E ancora, nascono sentimenti di separazione come secessioni e discriminazioni sociali o di razza perché si è perso il concetto di fraternité (così caro alla Rivoluzione francese). Con i valori si è dimenticato anche il vero fine dell’insegnamento della storia, perfino di quella più recente che dovrebbe essere ancora viva nel nostro ricordo – intendo il secolo immediatamente precedente al nostro.

Ma come sensibilizzare i cittadini, se si ritengono abbandonati dai governi al loro destino, senza lavoro, senza assistenza, in città, troppo spesso, degradate e insicure?

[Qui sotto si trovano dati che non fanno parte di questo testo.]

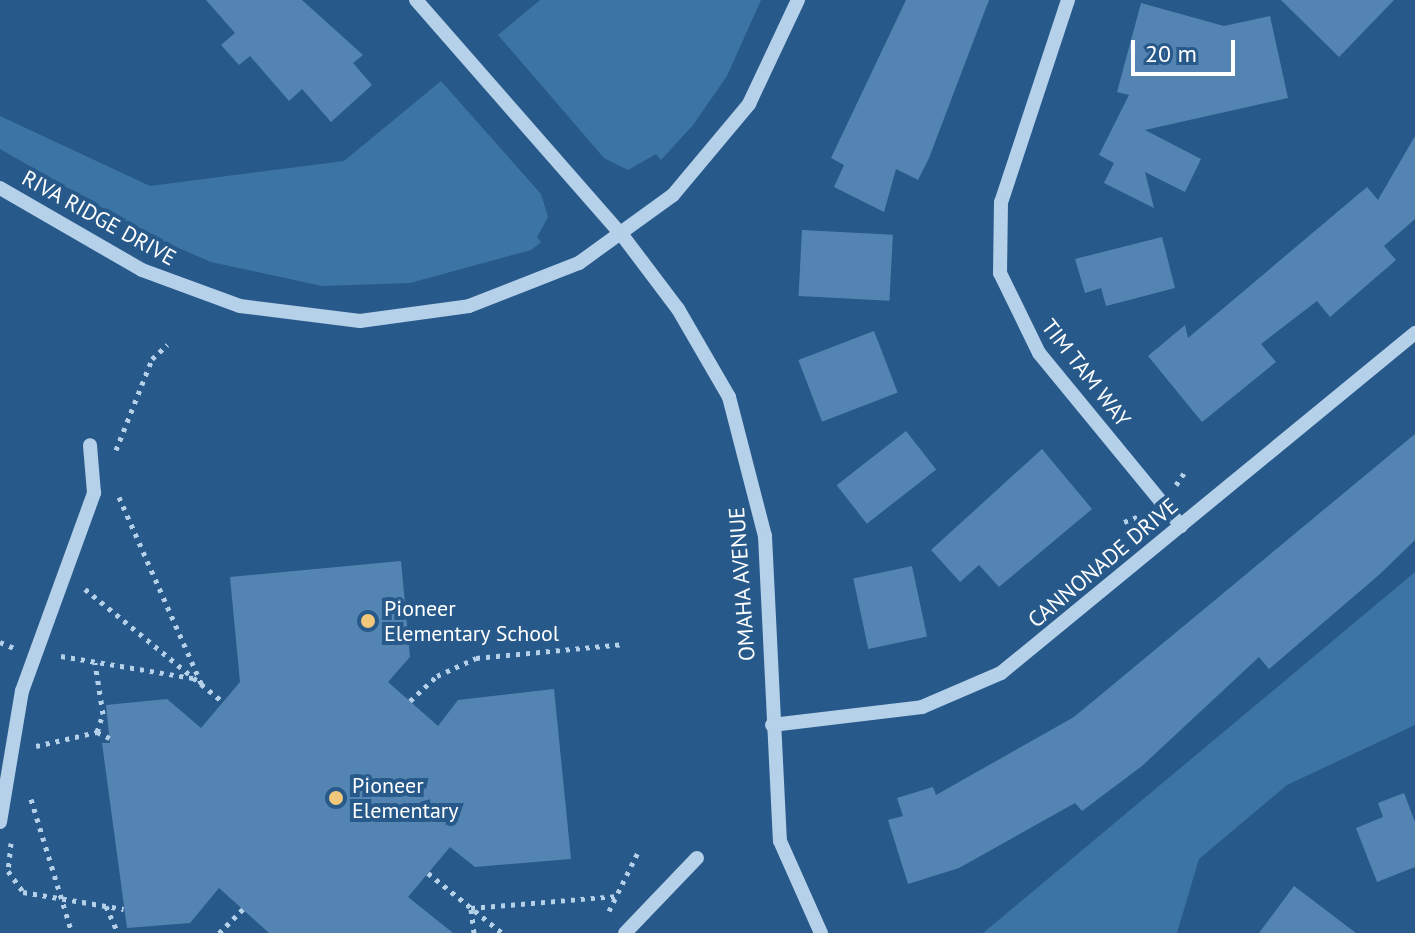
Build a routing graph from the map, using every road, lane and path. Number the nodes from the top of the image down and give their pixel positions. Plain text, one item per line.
1 (416, 0) edge
2 (798, 0) edge
3 (1068, 0) edge
4 (0, 188) edge
5 (622, 235) junction
6 (1415, 333) edge
7 (167, 345) dead end
8 (90, 445) dead end
9 (112, 464) dead end
10 (115, 484) dead end
11 (118, 496) junction
12 (112, 517) dead end
13 (1181, 526) junction
14 (91, 574) dead end
15 (85, 589) junction
16 (80, 602) dead end
17 (65, 642) dead end
18 (624, 644) dead end
19 (60, 656) junction
20 (95, 663) junction
21 (56, 665) dead end
22 (194, 678) junction
23 (202, 685) junction
24 (410, 701) dead end
25 (223, 702) dead end
26 (772, 725) junction
27 (97, 732) junction
28 (35, 734) dead end
29 (110, 738) dead end
30 (33, 747) junction
31 (31, 756) dead end
32 (30, 790) dead end
33 (31, 799) junction
34 (23, 821) dead end
35 (0, 822) edge
36 (18, 829) dead end
37 (639, 850) dead end
38 (3, 857) edge
39 (697, 858) dead end
40 (428, 873) dead end
41 (55, 896) junction
42 (616, 896) junction
43 (105, 905) junction
44 (471, 908) junction
45 (124, 909) dead end
46 (243, 909) dead end
47 (603, 923) dead end
48 (72, 933) edge
49 (118, 933) edge
50 (221, 933) edge
51 (474, 933) edge
52 (502, 933) edge
53 (625, 933) edge
54 (821, 933) edge

1 - 5 street, OMAHA AVENUE
2 - 5 street, RIVA RIDGE DRIVE
3 - 13 street, TIM TAM WAY
4 - 5 street, RIVA RIDGE DRIVE
5 - 26 street, OMAHA AVENUE
6 - 13 street, CANNONADE DRIVE
7 - 9 path
8 - 35 street
10 - 11 path
11 - 12 path
11 - 23 path
13 - 26 street, CANNONADE DRIVE
14 - 15 path
15 - 16 path
15 - 22 path
17 - 19 path
18 - 24 path
19 - 20 path
19 - 21 path
20 - 22 path
20 - 27 path
22 - 23 path
23 - 25 path
26 - 54 street, OMAHA AVENUE
27 - 29 path
27 - 30 path
28 - 30 path
30 - 31 path
32 - 33 path
33 - 34 path
33 - 41 path
36 - 38 path
37 - 42 path
38 - 41 path
39 - 53 street
40 - 44 path
41 - 43 path
41 - 48 path
42 - 44 path
42 - 47 path
43 - 45 path
43 - 49 path
44 - 51 path
44 - 52 path
46 - 50 path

È necessario partire dal basso, i singoli individui devono sentire la chiamata dell’imperativo categorico che ordina di agire in vista del bene comune e “sporcarsi le mani” in prima persona per attuarlo, occorre far rinascere i Valori in noi e poi portarli a realizzazione all’esterno. È un moto che deve insorgere spontaneo nella coscienza individuale di ognuno.

Fondamentale in tal senso diventa l’educazione scolastica, che deve formare i cittadini di domani. Deve educare alla vita activa in società, termine con cui Hannah Arendt indicava l’attività lavorativa, l’operare, inteso come produzione di un mondo “artificiale” di cose, e l’agire, che mette in rapporto diretto gli uomini senza la mediazione di cose materiali, facendoli confrontare con la loro pluralità, condizione essenziale di ogni vita politica. L’azione ha un ruolo particolare nella teoria arendtiana: essendo manifestazione della libertà umana, essa è, in senso kantiano, cominciamento, capacità di dare inizio a cose nuove, a un nuovo corso di eventi che possa cambiare il mondo. Proprio su questa capacità inaugurale dell’essere umano la Arendt contava per far rinascere il mondo dopo l’annichilimento costituito dai totalitarismi. Tuttavia, per agire nel senso appena delineato, l’uomo deve imparare a uscire dall’isolamento e ripristinare la condizione esistenziale originaria dell’essere-nel-mondo che Martin Heidegger ha individuato nella dimensione della cura, ossia del prendersi cura del mondo e dell’aver cura degli altri uomini. È necessario tornare «all’attacco!», come amava spronarci in famiglia mio nonno, a impegnarsi in prima linea, pronti a sacrificare sé stessi per i propri sogni e per gli altri.

Immanuel Kant sognava un’umanità in Pace perpetua, ma forse questo sogno non sarà mai realizzabile. Quello che spero è che si formi un’umanità in “solidarietà perpetua”, o meglio, in quella social catena di cui parla Giacomo Leopardi nella Ginestra, che percepisca la comune condizione umana e che sia legata da un sentimento fraterno con tutti gli altri uomini e, invece di ostacolarli, li aiuti, che smetta di creare muri e apra invece le porte, preservando l’essenziale pluralità esistente che arricchisce il mondo. Confido in un’Europa Unita dai popoli, non dalle banche, dove ognuno si senta cittadino europeo prima che italiano, francese o tedesco, perché questo è l’unico modo per superare quei nazionalismi che spingono all’ostilità verso il prossimo. Così realizzeremo il sogno dei padri fondatori che è in fondo anche il nostro: una comunità di fratelli che si sostengano l’un l’altro e preservino la pace e, quindi, la salvezza del mondo.